In 2005 the Intelligence Community believed that Iran was determined to build nuclear weapons. Now the analysts who wrote and coordinated on the NIE:
Judge with high confidence that in fall 2003, Tehran halted its nuclear weapons program. Judge with high confidence that the halt lasted at least several years. (DOE and the NIC have moderate confidence that the halt to those activities represents a halt to Iran’s entire nuclear weapons program.)
The analysts also concluded that that Iran probably would have the technical means to produce highly enriched uranium in four to six years. The State Department’s Bureau of Intelligence and Research is the most skeptical of the analysts in the community, and believes that technical and program problems will delay Iran until at least 2013.

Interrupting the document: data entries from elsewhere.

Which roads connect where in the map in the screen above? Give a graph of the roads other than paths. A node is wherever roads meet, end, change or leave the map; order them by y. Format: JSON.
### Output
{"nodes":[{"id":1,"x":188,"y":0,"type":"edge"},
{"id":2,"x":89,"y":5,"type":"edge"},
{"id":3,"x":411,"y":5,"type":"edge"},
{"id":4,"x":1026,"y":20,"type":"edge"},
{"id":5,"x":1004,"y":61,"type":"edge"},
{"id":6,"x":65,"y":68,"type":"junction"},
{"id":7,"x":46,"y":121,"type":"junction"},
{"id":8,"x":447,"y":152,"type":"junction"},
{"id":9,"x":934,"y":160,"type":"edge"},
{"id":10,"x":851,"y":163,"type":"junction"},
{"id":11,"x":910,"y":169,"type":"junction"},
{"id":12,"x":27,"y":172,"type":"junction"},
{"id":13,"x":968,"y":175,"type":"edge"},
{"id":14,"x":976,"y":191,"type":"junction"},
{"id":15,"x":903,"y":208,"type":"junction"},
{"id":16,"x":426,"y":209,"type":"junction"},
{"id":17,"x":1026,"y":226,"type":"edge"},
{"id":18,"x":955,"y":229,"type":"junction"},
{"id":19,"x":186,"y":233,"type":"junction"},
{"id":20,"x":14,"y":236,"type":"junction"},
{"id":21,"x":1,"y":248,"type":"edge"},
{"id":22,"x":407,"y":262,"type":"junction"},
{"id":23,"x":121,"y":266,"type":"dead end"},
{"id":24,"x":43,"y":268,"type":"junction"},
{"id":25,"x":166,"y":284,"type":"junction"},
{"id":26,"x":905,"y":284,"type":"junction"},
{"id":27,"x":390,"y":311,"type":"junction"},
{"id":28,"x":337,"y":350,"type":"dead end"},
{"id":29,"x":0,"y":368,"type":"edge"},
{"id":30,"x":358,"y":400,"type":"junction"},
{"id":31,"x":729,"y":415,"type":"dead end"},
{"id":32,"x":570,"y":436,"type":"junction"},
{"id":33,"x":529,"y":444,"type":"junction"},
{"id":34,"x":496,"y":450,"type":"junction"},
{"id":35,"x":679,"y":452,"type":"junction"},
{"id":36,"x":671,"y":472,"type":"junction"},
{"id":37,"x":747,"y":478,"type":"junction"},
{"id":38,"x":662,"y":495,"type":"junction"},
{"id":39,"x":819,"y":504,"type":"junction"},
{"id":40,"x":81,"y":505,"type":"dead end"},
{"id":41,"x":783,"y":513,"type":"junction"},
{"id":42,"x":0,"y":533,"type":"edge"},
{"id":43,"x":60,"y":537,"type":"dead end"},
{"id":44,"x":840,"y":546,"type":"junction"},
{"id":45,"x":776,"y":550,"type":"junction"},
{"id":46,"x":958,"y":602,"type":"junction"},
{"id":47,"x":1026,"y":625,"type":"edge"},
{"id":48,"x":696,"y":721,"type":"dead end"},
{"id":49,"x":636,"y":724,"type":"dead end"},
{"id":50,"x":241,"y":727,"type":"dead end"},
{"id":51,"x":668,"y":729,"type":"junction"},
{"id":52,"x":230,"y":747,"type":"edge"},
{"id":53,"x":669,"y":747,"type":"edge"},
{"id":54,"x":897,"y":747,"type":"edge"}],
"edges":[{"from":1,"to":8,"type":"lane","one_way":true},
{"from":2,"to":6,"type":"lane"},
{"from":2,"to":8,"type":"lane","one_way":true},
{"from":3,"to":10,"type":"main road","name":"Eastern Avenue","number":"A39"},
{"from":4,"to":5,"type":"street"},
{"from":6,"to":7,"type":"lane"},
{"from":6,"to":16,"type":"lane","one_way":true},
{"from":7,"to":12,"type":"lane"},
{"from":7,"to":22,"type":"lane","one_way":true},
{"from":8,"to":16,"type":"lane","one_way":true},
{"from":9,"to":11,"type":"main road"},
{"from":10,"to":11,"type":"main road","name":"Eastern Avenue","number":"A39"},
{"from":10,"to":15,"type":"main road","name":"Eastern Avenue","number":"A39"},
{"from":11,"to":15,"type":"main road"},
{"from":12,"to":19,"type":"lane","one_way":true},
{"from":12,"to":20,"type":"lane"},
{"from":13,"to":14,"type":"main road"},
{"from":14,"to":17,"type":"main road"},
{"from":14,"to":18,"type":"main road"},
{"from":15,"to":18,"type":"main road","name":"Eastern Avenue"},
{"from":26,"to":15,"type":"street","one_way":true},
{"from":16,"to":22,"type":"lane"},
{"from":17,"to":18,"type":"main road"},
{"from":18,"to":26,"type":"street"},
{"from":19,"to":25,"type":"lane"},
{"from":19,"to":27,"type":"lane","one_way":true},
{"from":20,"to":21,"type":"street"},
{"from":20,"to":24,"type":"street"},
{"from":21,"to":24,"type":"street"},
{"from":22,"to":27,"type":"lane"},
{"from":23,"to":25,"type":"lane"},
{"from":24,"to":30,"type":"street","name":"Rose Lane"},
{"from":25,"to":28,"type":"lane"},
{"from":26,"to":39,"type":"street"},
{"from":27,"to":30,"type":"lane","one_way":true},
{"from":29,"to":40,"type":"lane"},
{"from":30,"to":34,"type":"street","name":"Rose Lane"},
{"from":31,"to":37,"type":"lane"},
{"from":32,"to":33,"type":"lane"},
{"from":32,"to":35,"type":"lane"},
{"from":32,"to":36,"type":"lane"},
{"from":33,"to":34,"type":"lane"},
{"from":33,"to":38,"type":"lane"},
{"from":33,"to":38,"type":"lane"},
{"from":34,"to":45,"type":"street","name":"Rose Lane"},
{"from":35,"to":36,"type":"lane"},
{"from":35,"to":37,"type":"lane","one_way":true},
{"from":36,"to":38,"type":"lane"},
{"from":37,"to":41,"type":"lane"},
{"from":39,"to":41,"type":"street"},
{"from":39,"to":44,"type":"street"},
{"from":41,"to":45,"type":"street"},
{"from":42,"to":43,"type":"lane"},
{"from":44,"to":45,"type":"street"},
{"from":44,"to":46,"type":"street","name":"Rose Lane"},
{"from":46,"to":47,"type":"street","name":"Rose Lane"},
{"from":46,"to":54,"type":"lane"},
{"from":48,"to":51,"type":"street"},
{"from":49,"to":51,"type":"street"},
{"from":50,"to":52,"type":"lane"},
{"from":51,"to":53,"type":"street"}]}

Worth noting that the Intelligence Community does not instruct policymakers what they should or should not do. George Bush is still free to advocate for going to war with Iran. Getting this information in front of the public has pulled the rug out from under the Bush hypnotism show. The President and his neocon buddies have been busy laying the groundwork for attacking Iran. Their case was based on a lie. But they were doing a good job of selling the lie to the American people. Repeat ad nauseum – Iran is building nukes. . . .Iran is building nukes.

Only this time, the fix is not in and the neocons don’t have full access to pull the strings. This time the intelligence community offered its factual judgments. The analysts do not infringe on the President’s right to decide what kind of policy he wants. They simply make it more difficult for him to pretend that the moon is made of green cheese and the earth is flat. George Bush is no longer entitled to only rely on his own misguided set of personal beliefs.  He is constrained from telling Americans that Iran is building nukes.  The Intelligence Community did its job – they gave the President their best judgment.  Will George Bush persist in building his Iranian fantasy?  That is the key question.